Programa televiso kirchnerista ganha curta sobrevida sob Macri
MARIANA CARNEIRO
BUENOS AIRES, ARGENTINA (FOLHAPRESS) - Ganhou sobrevida curta o programa televiso kirchnerista "678".
O novo presidente da Argentina, Mauricio Macri, havia dito que tiraria a atração do ar. E a expectativa era que o programa deixaria a grade da TV Pública argentina logo após a posse do político, no último dia 10 de dezembro.
Mas o "678" seguiu sendo exibido, assumindo, porém, um tom de despedida e protesto a cada dia de exibição.
Nesta quarta (23), foi o último dia da atração. A produtora Pensado para Televisão, responsável pela atração, decidiu não renovar o contrato com a TV Pública.
Ainda não se sabe se o "678" poderia migrar para outro canal, como o C5N -cujo dono, o empresário Cristóbal López, comprou a produtora em abril deste ano.
O "678" foi criado em 2009, no primeiro mandato de Cristina Kirchner, e transformou-se em um dos principais espaços midiáticos frequentados por políticos, intelectuais e jornalistas simpáticos ao governo.
Seus informes misturam trechos de entrevistas antigas e recentes de políticos argentinos, para tentar mostrar suas eventuais contradições. "Crítica ao poder real" é o que promete o programa.
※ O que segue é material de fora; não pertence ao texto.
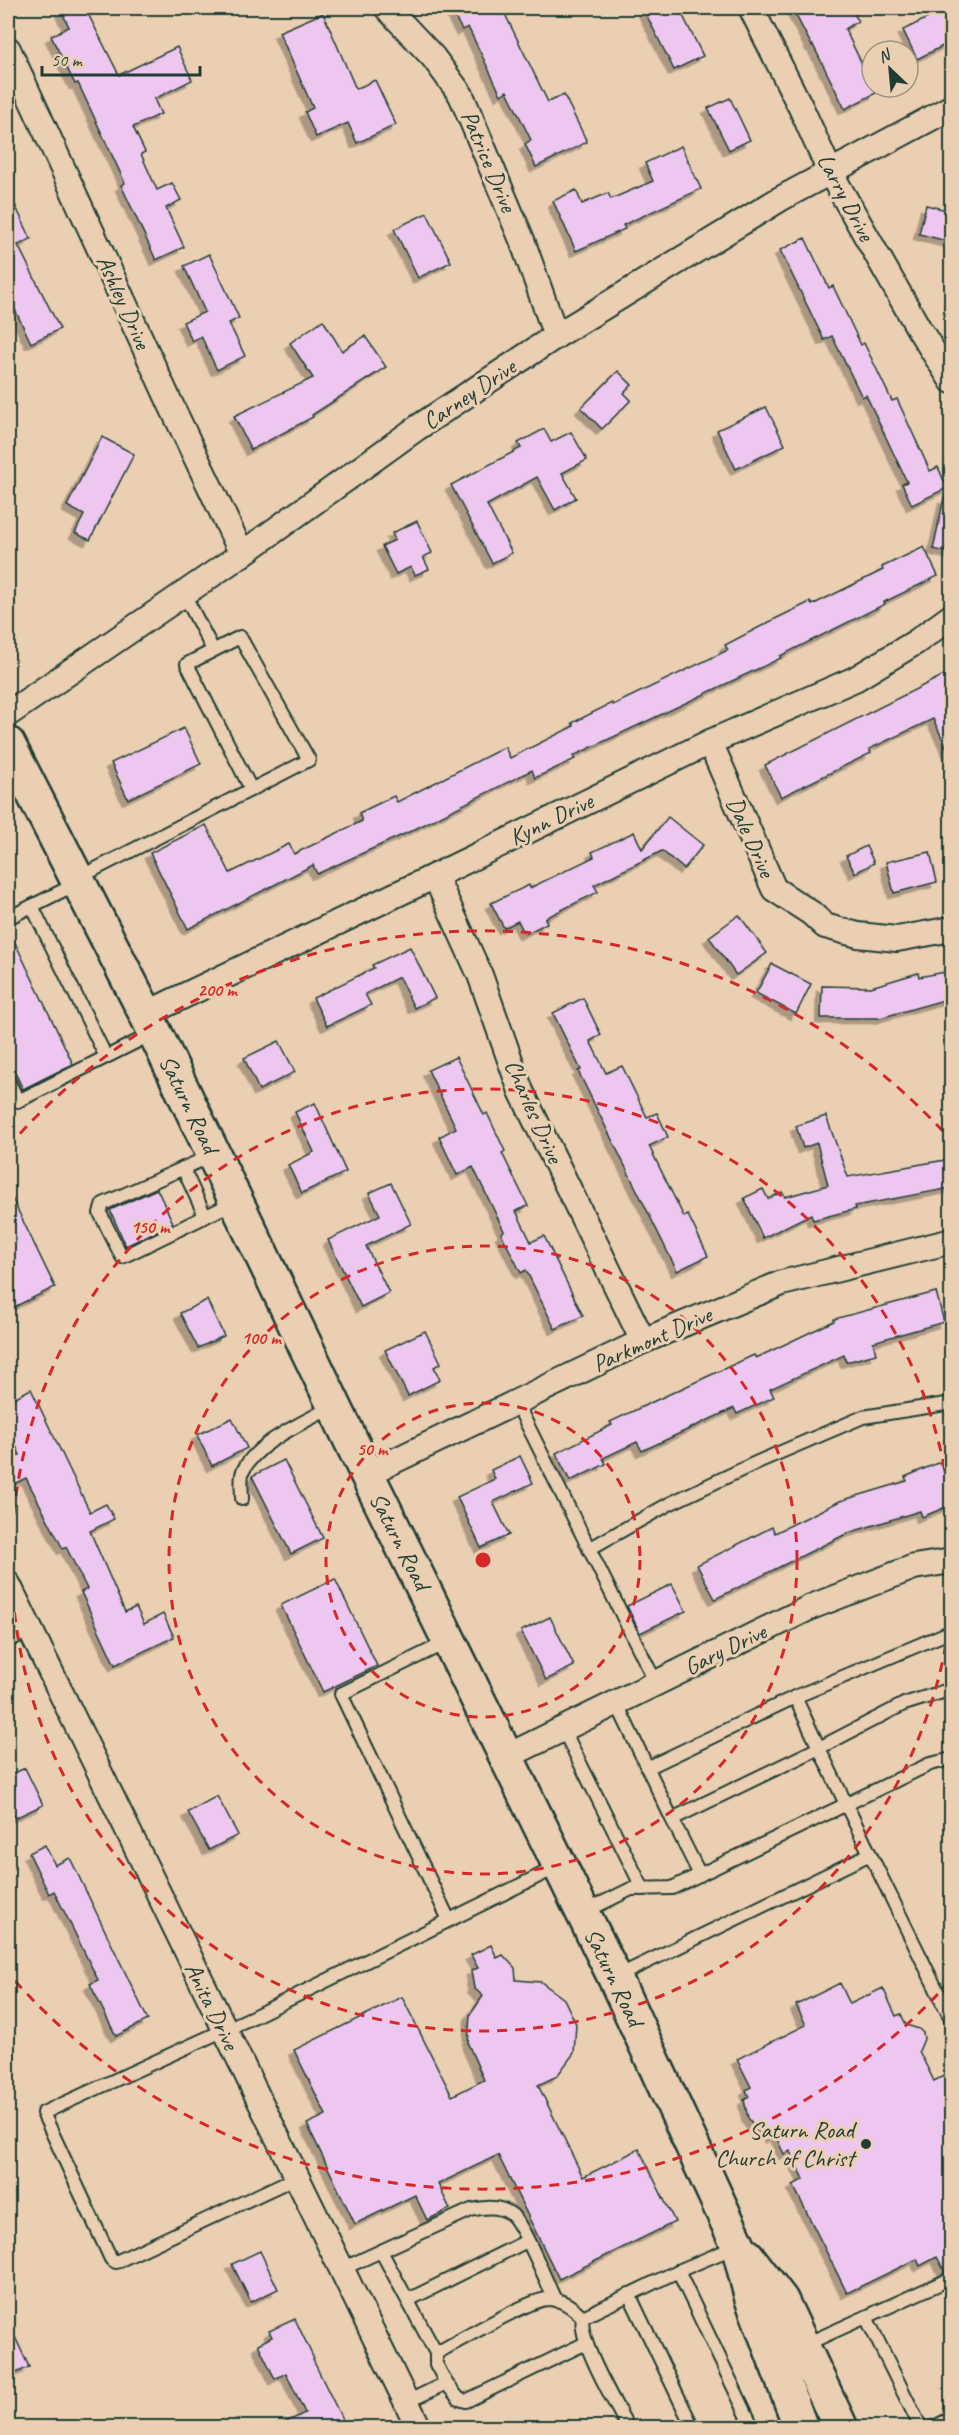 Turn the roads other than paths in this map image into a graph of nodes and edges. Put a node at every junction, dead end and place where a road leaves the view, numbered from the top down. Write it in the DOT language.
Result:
graph roads {
  1 [pos="387,8"];
  2 [pos="751,8"];
  3 [pos="8,49"];
  4 [pos="951,107"];
  5 [pos="830,172"];
  6 [pos="556,336"];
  7 [pos="951,381"];
  8 [pos="242,554"];
  9 [pos="184,594"];
  10 [pos="951,616"];
  11 [pos="213,650"];
  12 [pos="8,714"];
  13 [pos="710,742"];
  14 [pos="8,744"];
  15 [pos="251,789"];
  16 [pos="435,876"];
  17 [pos="78,880"];
  18 [pos="32,906"];
  19 [pos="8,918"];
  20 [pos="951,929"];
  21 [pos="150,1023"];
  22 [pos="106,1057"];
  23 [pos="8,1080"];
  24 [pos="213,1154"];
  25 [pos="183,1168"];
  26 [pos="236,1201"];
  27 [pos="206,1216"];
  28 [pos="951,1241"];
  29 [pos="643,1341"];
  30 [pos="516,1402"];
  31 [pos="951,1403"];
  32 [pos="334,1406"];
  33 [pos="367,1474"];
  34 [pos="242,1499"];
  35 [pos="589,1550"];
  36 [pos="951,1561"];
  37 [pos="8,1584"];
  38 [pos="30,1630"];
  39 [pos="951,1631"];
  40 [pos="8,1641"];
  41 [pos="450,1641"];
  42 [pos="656,1683"];
  43 [pos="951,1689"];
  44 [pos="795,1697"];
  45 [pos="616,1702"];
  46 [pos="563,1729"];
  47 [pos="819,1748"];
  48 [pos="506,1757"];
  49 [pos="951,1759"];
  50 [pos="647,1768"];
  51 [pos="846,1804"];
  52 [pos="672,1819"];
  53 [pos="870,1854"];
  54 [pos="560,1865"];
  55 [pos="700,1875"];
  56 [pos="643,1889"];
  57 [pos="583,1912"];
  58 [pos="449,1920"];
  59 [pos="615,1978"];
  60 [pos="947,1998"];
  61 [pos="951,2021"];
  62 [pos="223,2029"];
  63 [pos="297,2177"];
  64 [pos="527,2241"];
  65 [pos="738,2245"];
  66 [pos="381,2252"];
  67 [pos="342,2269"];
  68 [pos="678,2271"];
  69 [pos="951,2278"];
  70 [pos="628,2294"];
  71 [pos="408,2300"];
  72 [pos="555,2300"];
  73 [pos="866,2316"];
  74 [pos="583,2318"];
  75 [pos="586,2343"];
  76 [pos="803,2345"];
  77 [pos="436,2353"];
  78 [pos="446,2383"];
  79 [pos="407,2402"];
  80 [pos="951,2418"];
  81 [pos="419,2427"];
  82 [pos="628,2427"];
  83 [pos="693,2427"];
  84 [pos="753,2427"];
  85 [pos="801,2427"];
  86 [pos="841,2427"];
  87 [pos="921,2427"];
  88 [pos="932,2427"];
  1 -- 6 [label="street, Patrice Drive"];
  2 -- 5 [label="street, Larry Drive"];
  3 -- 8 [label="street, Ashley Drive"];
  4 -- 5 [label="street, Carney Drive"];
  5 -- 6 [label="street, Carney Drive"];
  5 -- 7 [label="street, Larry Drive"];
  6 -- 8 [label="street, Carney Drive"];
  8 -- 9 [label="street, Carney Drive"];
  9 -- 11 [label="lane"];
  9 -- 12 [label="street, Carney Drive"];
  10 -- 13 [label="street, Kynn Drive"];
  11 -- 15 [label="lane"];
  11 -- 15 [label="lane"];
  13 -- 16 [label="street, Kynn Drive"];
  13 -- 20 [label="street, Dale Drive"];
  14 -- 17 [label="street, Saturn Road"];
  15 -- 17 [label="lane"];
  16 -- 21 [label="street, Kynn Drive"];
  16 -- 29 [label="street, Charles Drive"];
  17 -- 18 [label="lane"];
  17 -- 21 [label="street, Saturn Road"];
  18 -- 19 [label="lane"];
  18 -- 22 [label="lane"];
  21 -- 22 [label="lane"];
  21 -- 24 [label="street, Saturn Road"];
  22 -- 23 [label="lane"];
  24 -- 25 [label="lane"];
  24 -- 26 [label="street, Saturn Road"];
  25 -- 27 [label="lane"];
  25 -- 27 [label="lane"];
  26 -- 27 [label="lane"];
  26 -- 32 [label="street, Saturn Road"];
  28 -- 29 [label="street, Parkmont Drive"];
  29 -- 30 [label="street, Parkmont Drive"];
  30 -- 33 [label="street, Parkmont Drive"];
  30 -- 35 [label="lane"];
  31 -- 35 [label="lane"];
  32 -- 33 [label="street, Saturn Road"];
  32 -- 34 [label="lane"];
  33 -- 41 [label="street, Saturn Road"];
  35 -- 42 [label="lane"];
  36 -- 42 [label="street, Gary Drive"];
  37 -- 38 [label="street, Anita Drive"];
  38 -- 40 [label="lane"];
  38 -- 62 [label="street, Anita Drive"];
  39 -- 44 [label="lane"];
  41 -- 48 [label="street, Saturn Road"];
  41 -- 58 [label="lane"];
  42 -- 45 [label="street, Gary Drive"];
  43 -- 47 [label="lane"];
  44 -- 47 [label="lane"];
  44 -- 50 [label="lane"];
  45 -- 46 [label="street, Gary Drive"];
  45 -- 50 [label="lane"];
  46 -- 48 [label="street, Gary Drive"];
  46 -- 56 [label="lane"];
  47 -- 51 [label="lane"];
  47 -- 52 [label="lane"];
  48 -- 54 [label="street, Saturn Road"];
  49 -- 51 [label="lane"];
  50 -- 52 [label="lane"];
  51 -- 53 [label="lane"];
  51 -- 55 [label="lane"];
  52 -- 55 [label="lane"];
  53 -- 59 [label="lane"];
  53 -- 60 [label="lane"];
  54 -- 57 [label="street, Saturn Road"];
  54 -- 58 [label="lane"];
  55 -- 56 [label="lane"];
  56 -- 57 [label="lane"];
  57 -- 59 [label="street, Saturn Road"];
  58 -- 62 [label="lane"];
  59 -- 65 [label="street, Saturn Road"];
  60 -- 61 [label="lane"];
  62 -- 63 [label="street, Anita Drive"];
  62 -- 63 [label="lane"];
  63 -- 67 [label="street, Anita Drive"];
  64 -- 66 [label="lane"];
  64 -- 71 [label="lane"];
  64 -- 72 [label="lane"];
  65 -- 68 [label="lane"];
  65 -- 76 [label="street, Saturn Road"];
  65 -- 85 [label="street, Saturn Road"];
  66 -- 67 [label="lane"];
  66 -- 71 [label="lane"];
  67 -- 79 [label="street, Anita Drive"];
  68 -- 70 [label="lane"];
  68 -- 84 [label="lane"];
  69 -- 73 [label="lane"];
  70 -- 74 [label="lane"];
  70 -- 83 [label="lane"];
  71 -- 77 [label="lane"];
  72 -- 74 [label="lane"];
  72 -- 77 [label="lane"];
  73 -- 76 [label="lane"];
  73 -- 87 [label="lane"];
  74 -- 75 [label="lane"];
  75 -- 78 [label="lane"];
  75 -- 82 [label="lane"];
  76 -- 86 [label="street, Saturn Road"];
  77 -- 78 [label="lane"];
  78 -- 79 [label="lane"];
  79 -- 81 [label="street, Anita Drive"];
  80 -- 88 [label="lane"];
} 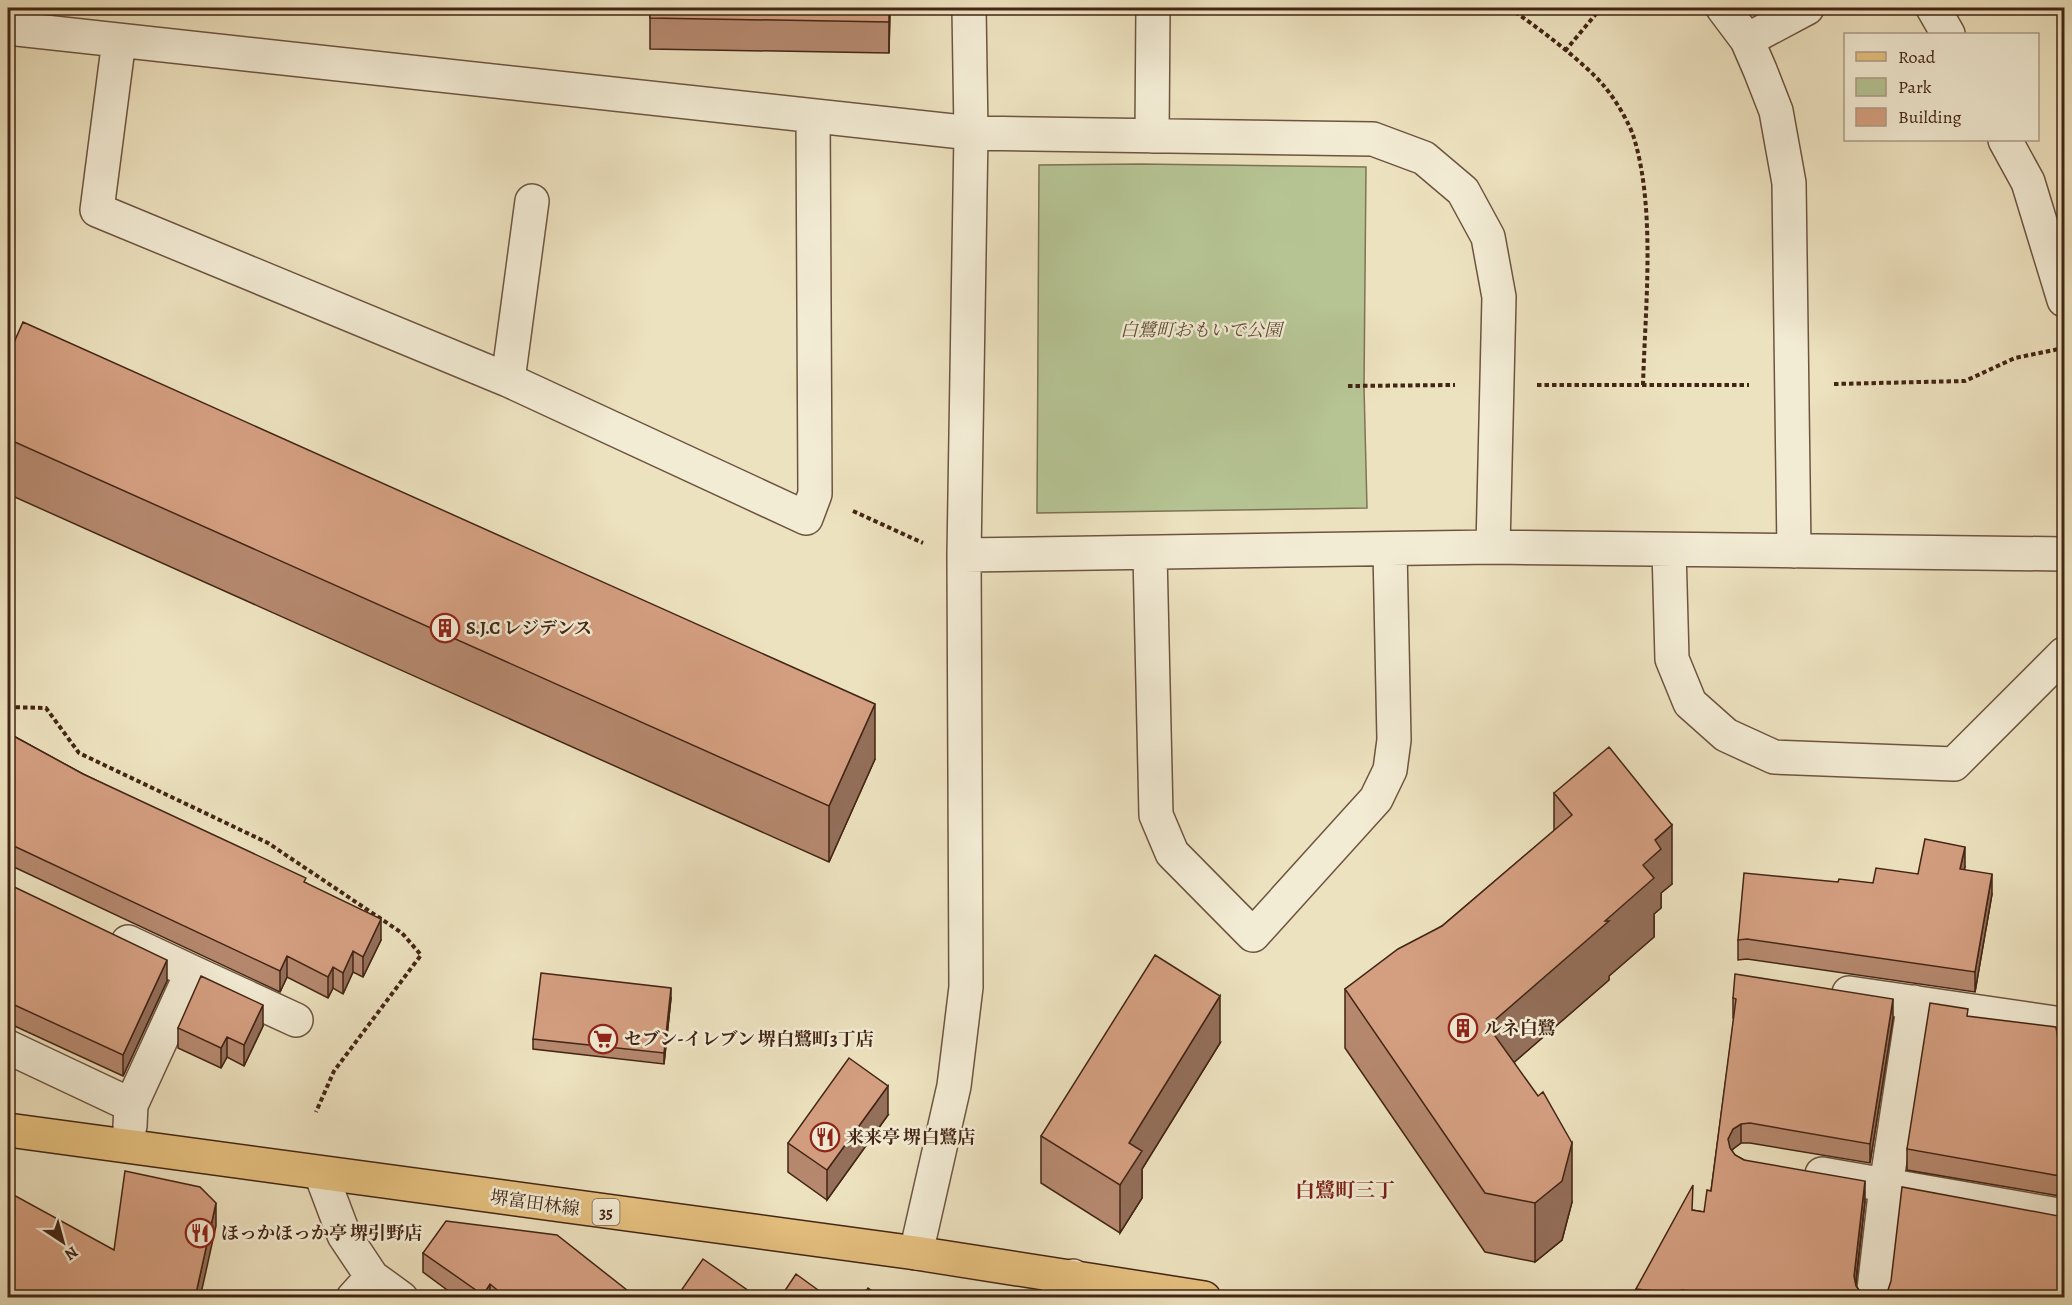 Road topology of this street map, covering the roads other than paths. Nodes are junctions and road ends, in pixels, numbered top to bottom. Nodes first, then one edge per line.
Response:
1 (969, 8) edge
2 (1153, 8) edge
3 (1722, 8) edge
4 (1807, 8) edge
5 (1933, 8) edge
6 (8, 28) edge
7 (1947, 33) edge
8 (119, 40) junction
9 (1747, 40) junction
10 (813, 116) junction
11 (971, 134) junction
12 (1152, 136) junction
13 (2006, 141) edge
14 (532, 201) dead end
15 (2064, 300) edge
16 (508, 380) junction
17 (1493, 547) junction
18 (1390, 550) junction
19 (1669, 550) junction
20 (1794, 551) junction
21 (1150, 554) junction
22 (2064, 554) edge
23 (964, 555) junction
24 (2064, 654) edge
25 (100, 928) edge
26 (192, 972) junction
27 (1823, 989) edge
28 (1914, 1002) junction
29 (296, 1020) dead end
30 (2055, 1023) dead end
31 (8, 1047) edge
32 (131, 1105) junction
33 (8, 1130) edge
34 (128, 1148) junction
35 (1793, 1169) edge
36 (321, 1174) junction
37 (1886, 1186) junction
38 (2064, 1216) edge
39 (916, 1253) junction
40 (362, 1287) edge
41 (1064, 1287) edge
42 (401, 1298) edge
43 (1204, 1298) edge
44 (1873, 1298) edge

1 - 11 street
2 - 12 street
3 - 9 street
4 - 9 street
5 - 7 street
6 - 8 street
8 - 10 street
8 - 16 street
9 - 20 street
10 - 11 street
10 - 16 street
11 - 12 street
11 - 23 street
12 - 17 street
13 - 15 street
14 - 16 street
17 - 18 street
17 - 19 street
18 - 21 street
18 - 21 street
19 - 20 street
19 - 24 street
20 - 22 street
21 - 23 street
23 - 39 street
25 - 26 street
26 - 29 street
26 - 32 street
27 - 28 street
28 - 30 street
28 - 37 street
31 - 32 street
32 - 34 street
33 - 34 main road, 堺富田林線 / 35
34 - 36 main road, 堺富田林線 / 35
35 - 37 street
36 - 39 main road, 堺富田林線 / 35
36 - 40 street
37 - 38 street
37 - 44 street
39 - 41 main road, 堺富田林線 / 35
40 - 42 street
41 - 43 main road, 堺富田林線 / 35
Durante a campanha eleitoral, o "678" explorou ao limite a mudança de opinião de Macri sobre a estatização da Aerolineas Argentinas e YPF. Na eleição, ele era a favor da estatização, mas no passado havia sido contra.
Logo depois de eleito, Macri avisou que tiraria o programa do ar. Seu secretário nacional de meios públicos, Hernán Lombardi, justificou a decisão, dizendo que o programa era agressivo.
Desde então, os seis jornalistas que fazem parte da bancada do "678" assumiram um discurso de despedida e protesto contra Macri, a quem acusam de censura.
'CEO FASCISMO'
Em seu último dia de exibição no canal 7, o apresentador Jorge Dório anunciou a data como "o futuro aniversário do último dia do 678", antevendo a mítica que tentará criar os kirchneristas em torno da atração.
Os jornalistas já preparam uma versão "desplugada" do programa, no próximo domingo (27) em uma praça em Buenos Aires.
O herdeiro de Néstor e Cristina Kirchner foi a atração principal do "678" em sua despedida. Máximo, eleito deputado pela província de Santa Cruz, não decepcionou.
Disse que o governo Macri tenta derrubar a Lei de Mídia, para "devolver favores a [Héctor] Magnetto", acionista do Clarín.
"Alguns falam em neofascismo, mas acredito que o governo de Macri seja um CEO fascismo", disse, fazendo menção à preferência do presidente por empresários e executivos em postos de confiança.
RUMORES
Nos últimos dias, o "678" havia se transformado em um cavalo de batalha entre macristas e kirchneristas, que convocaram um protesto e gritavam "Macri basura, vos sos a dictadura [Macri, lixo, você é a ditadura]".
Com a decisão de romper o contrato, a produtora poupa Macri do desgaste de encerrar o programa unilateralmente e atende ao objetivo do presidente, de tirar o "678" do ar.
Segundo reportagem publicada na semana passada no "La Nación", o "678", hoje diário, poderia ganhar uma versão semanal na TV, em um canal privado, para atender aos telespectadores kirchneristas que ficarão órfãos da atração.
Para bancar o programa, a TV Pública pagava, segundo o jornal, 2,5 milhões de pesos por mês (cerca de R$ 625 mil) à Pensado para televisão.